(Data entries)
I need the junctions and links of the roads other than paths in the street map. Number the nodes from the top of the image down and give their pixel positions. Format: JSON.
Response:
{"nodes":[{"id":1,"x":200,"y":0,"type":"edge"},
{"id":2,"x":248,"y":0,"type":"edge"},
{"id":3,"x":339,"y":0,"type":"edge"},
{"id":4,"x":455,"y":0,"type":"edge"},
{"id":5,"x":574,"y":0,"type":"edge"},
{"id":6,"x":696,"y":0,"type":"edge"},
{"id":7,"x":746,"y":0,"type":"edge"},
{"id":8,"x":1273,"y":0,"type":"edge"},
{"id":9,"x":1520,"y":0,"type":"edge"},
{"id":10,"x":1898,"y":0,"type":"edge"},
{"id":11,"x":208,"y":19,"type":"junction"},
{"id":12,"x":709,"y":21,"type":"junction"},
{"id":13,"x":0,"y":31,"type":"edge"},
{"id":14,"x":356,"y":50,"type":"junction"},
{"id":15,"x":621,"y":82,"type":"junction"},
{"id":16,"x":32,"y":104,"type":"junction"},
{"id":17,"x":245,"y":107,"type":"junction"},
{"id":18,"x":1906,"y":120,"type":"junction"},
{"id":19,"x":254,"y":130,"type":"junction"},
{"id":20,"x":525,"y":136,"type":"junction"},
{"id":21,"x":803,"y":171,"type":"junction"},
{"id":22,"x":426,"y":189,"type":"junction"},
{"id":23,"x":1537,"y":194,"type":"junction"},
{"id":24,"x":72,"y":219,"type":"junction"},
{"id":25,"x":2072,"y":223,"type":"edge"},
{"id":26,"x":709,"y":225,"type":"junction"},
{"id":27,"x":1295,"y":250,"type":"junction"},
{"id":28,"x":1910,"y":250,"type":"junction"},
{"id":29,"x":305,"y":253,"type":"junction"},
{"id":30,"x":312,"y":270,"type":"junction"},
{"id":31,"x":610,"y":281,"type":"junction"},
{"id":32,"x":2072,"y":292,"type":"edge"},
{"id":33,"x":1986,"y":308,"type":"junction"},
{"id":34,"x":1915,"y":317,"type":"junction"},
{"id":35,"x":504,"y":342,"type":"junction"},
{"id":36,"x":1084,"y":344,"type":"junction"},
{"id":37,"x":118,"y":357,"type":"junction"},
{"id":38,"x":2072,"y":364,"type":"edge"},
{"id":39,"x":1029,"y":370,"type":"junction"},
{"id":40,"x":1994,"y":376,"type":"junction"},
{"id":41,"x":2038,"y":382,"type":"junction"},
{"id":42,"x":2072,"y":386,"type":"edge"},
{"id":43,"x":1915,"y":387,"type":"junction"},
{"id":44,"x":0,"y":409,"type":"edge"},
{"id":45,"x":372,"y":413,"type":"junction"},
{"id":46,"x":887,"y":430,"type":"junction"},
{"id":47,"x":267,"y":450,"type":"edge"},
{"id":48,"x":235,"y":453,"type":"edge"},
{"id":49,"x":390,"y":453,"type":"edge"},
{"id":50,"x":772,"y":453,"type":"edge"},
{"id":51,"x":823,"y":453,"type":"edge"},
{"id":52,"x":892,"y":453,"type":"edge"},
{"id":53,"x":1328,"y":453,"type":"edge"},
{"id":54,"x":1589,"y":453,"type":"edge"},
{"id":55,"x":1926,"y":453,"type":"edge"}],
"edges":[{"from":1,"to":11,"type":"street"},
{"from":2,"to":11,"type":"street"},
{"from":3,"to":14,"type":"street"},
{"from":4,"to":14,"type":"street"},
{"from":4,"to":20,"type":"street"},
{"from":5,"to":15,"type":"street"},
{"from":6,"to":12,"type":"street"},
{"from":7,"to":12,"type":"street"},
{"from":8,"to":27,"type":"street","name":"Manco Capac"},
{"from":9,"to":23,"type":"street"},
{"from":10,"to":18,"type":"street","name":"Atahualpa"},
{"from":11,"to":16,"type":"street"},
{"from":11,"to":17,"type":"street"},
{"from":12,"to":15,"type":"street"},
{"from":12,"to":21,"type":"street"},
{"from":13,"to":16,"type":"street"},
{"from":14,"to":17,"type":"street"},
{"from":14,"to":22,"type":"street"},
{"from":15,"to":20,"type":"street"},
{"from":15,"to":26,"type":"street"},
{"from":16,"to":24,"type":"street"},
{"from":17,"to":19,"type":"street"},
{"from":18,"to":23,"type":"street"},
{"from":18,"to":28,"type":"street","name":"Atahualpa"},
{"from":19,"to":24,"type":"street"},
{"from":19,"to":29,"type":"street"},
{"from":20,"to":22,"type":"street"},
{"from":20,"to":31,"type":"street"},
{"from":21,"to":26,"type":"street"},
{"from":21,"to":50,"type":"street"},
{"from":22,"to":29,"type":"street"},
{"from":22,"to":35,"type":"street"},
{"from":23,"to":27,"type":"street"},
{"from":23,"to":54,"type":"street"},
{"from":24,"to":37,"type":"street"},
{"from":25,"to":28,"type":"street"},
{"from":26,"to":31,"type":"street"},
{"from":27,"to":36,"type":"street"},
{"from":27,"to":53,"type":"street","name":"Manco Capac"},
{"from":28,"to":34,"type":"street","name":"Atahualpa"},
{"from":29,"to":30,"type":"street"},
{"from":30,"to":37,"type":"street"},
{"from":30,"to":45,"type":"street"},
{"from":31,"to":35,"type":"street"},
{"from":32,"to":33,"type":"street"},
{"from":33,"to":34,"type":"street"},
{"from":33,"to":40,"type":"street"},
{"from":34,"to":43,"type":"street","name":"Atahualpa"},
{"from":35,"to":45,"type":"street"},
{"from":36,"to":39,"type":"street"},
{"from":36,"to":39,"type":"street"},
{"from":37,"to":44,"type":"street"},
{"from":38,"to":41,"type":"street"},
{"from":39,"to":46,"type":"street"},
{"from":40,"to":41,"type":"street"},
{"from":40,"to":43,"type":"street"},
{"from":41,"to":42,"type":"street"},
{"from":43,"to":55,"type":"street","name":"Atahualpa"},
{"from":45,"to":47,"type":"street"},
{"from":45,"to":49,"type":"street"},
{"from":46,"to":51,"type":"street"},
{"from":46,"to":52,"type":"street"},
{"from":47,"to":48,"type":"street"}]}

INSTRUCTIONS TO FOLLOW → All of the lines above should be returned exactly as written.

ANSWER SPACE →
I need the junctions and links of the roads other than paths in the street map. Number the nodes from the top of the image down and give their pixel positions. Format: JSON.
Response:
{"nodes":[{"id":1,"x":200,"y":0,"type":"edge"},
{"id":2,"x":248,"y":0,"type":"edge"},
{"id":3,"x":339,"y":0,"type":"edge"},
{"id":4,"x":455,"y":0,"type":"edge"},
{"id":5,"x":574,"y":0,"type":"edge"},
{"id":6,"x":696,"y":0,"type":"edge"},
{"id":7,"x":746,"y":0,"type":"edge"},
{"id":8,"x":1273,"y":0,"type":"edge"},
{"id":9,"x":1520,"y":0,"type":"edge"},
{"id":10,"x":1898,"y":0,"type":"edge"},
{"id":11,"x":208,"y":19,"type":"junction"},
{"id":12,"x":709,"y":21,"type":"junction"},
{"id":13,"x":0,"y":31,"type":"edge"},
{"id":14,"x":356,"y":50,"type":"junction"},
{"id":15,"x":621,"y":82,"type":"junction"},
{"id":16,"x":32,"y":104,"type":"junction"},
{"id":17,"x":245,"y":107,"type":"junction"},
{"id":18,"x":1906,"y":120,"type":"junction"},
{"id":19,"x":254,"y":130,"type":"junction"},
{"id":20,"x":525,"y":136,"type":"junction"},
{"id":21,"x":803,"y":171,"type":"junction"},
{"id":22,"x":426,"y":189,"type":"junction"},
{"id":23,"x":1537,"y":194,"type":"junction"},
{"id":24,"x":72,"y":219,"type":"junction"},
{"id":25,"x":2072,"y":223,"type":"edge"},
{"id":26,"x":709,"y":225,"type":"junction"},
{"id":27,"x":1295,"y":250,"type":"junction"},
{"id":28,"x":1910,"y":250,"type":"junction"},
{"id":29,"x":305,"y":253,"type":"junction"},
{"id":30,"x":312,"y":270,"type":"junction"},
{"id":31,"x":610,"y":281,"type":"junction"},
{"id":32,"x":2072,"y":292,"type":"edge"},
{"id":33,"x":1986,"y":308,"type":"junction"},
{"id":34,"x":1915,"y":317,"type":"junction"},
{"id":35,"x":504,"y":342,"type":"junction"},
{"id":36,"x":1084,"y":344,"type":"junction"},
{"id":37,"x":118,"y":357,"type":"junction"},
{"id":38,"x":2072,"y":364,"type":"edge"},
{"id":39,"x":1029,"y":370,"type":"junction"},
{"id":40,"x":1994,"y":376,"type":"junction"},
{"id":41,"x":2038,"y":382,"type":"junction"},
{"id":42,"x":2072,"y":386,"type":"edge"},
{"id":43,"x":1915,"y":387,"type":"junction"},
{"id":44,"x":0,"y":409,"type":"edge"},
{"id":45,"x":372,"y":413,"type":"junction"},
{"id":46,"x":887,"y":430,"type":"junction"},
{"id":47,"x":267,"y":450,"type":"edge"},
{"id":48,"x":235,"y":453,"type":"edge"},
{"id":49,"x":390,"y":453,"type":"edge"},
{"id":50,"x":772,"y":453,"type":"edge"},
{"id":51,"x":823,"y":453,"type":"edge"},
{"id":52,"x":892,"y":453,"type":"edge"},
{"id":53,"x":1328,"y":453,"type":"edge"},
{"id":54,"x":1589,"y":453,"type":"edge"},
{"id":55,"x":1926,"y":453,"type":"edge"}],
"edges":[{"from":1,"to":11,"type":"street"},
{"from":2,"to":11,"type":"street"},
{"from":3,"to":14,"type":"street"},
{"from":4,"to":14,"type":"street"},
{"from":4,"to":20,"type":"street"},
{"from":5,"to":15,"type":"street"},
{"from":6,"to":12,"type":"street"},
{"from":7,"to":12,"type":"street"},
{"from":8,"to":27,"type":"street","name":"Manco Capac"},
{"from":9,"to":23,"type":"street"},
{"from":10,"to":18,"type":"street","name":"Atahualpa"},
{"from":11,"to":16,"type":"street"},
{"from":11,"to":17,"type":"street"},
{"from":12,"to":15,"type":"street"},
{"from":12,"to":21,"type":"street"},
{"from":13,"to":16,"type":"street"},
{"from":14,"to":17,"type":"street"},
{"from":14,"to":22,"type":"street"},
{"from":15,"to":20,"type":"street"},
{"from":15,"to":26,"type":"street"},
{"from":16,"to":24,"type":"street"},
{"from":17,"to":19,"type":"street"},
{"from":18,"to":23,"type":"street"},
{"from":18,"to":28,"type":"street","name":"Atahualpa"},
{"from":19,"to":24,"type":"street"},
{"from":19,"to":29,"type":"street"},
{"from":20,"to":22,"type":"street"},
{"from":20,"to":31,"type":"street"},
{"from":21,"to":26,"type":"street"},
{"from":21,"to":50,"type":"street"},
{"from":22,"to":29,"type":"street"},
{"from":22,"to":35,"type":"street"},
{"from":23,"to":27,"type":"street"},
{"from":23,"to":54,"type":"street"},
{"from":24,"to":37,"type":"street"},
{"from":25,"to":28,"type":"street"},
{"from":26,"to":31,"type":"street"},
{"from":27,"to":36,"type":"street"},
{"from":27,"to":53,"type":"street","name":"Manco Capac"},
{"from":28,"to":34,"type":"street","name":"Atahualpa"},
{"from":29,"to":30,"type":"street"},
{"from":30,"to":37,"type":"street"},
{"from":30,"to":45,"type":"street"},
{"from":31,"to":35,"type":"street"},
{"from":32,"to":33,"type":"street"},
{"from":33,"to":34,"type":"street"},
{"from":33,"to":40,"type":"street"},
{"from":34,"to":43,"type":"street","name":"Atahualpa"},
{"from":35,"to":45,"type":"street"},
{"from":36,"to":39,"type":"street"},
{"from":36,"to":39,"type":"street"},
{"from":37,"to":44,"type":"street"},
{"from":38,"to":41,"type":"street"},
{"from":39,"to":46,"type":"street"},
{"from":40,"to":41,"type":"street"},
{"from":40,"to":43,"type":"street"},
{"from":41,"to":42,"type":"street"},
{"from":43,"to":55,"type":"street","name":"Atahualpa"},
{"from":45,"to":47,"type":"street"},
{"from":45,"to":49,"type":"street"},
{"from":46,"to":51,"type":"street"},
{"from":46,"to":52,"type":"street"},
{"from":47,"to":48,"type":"street"}]}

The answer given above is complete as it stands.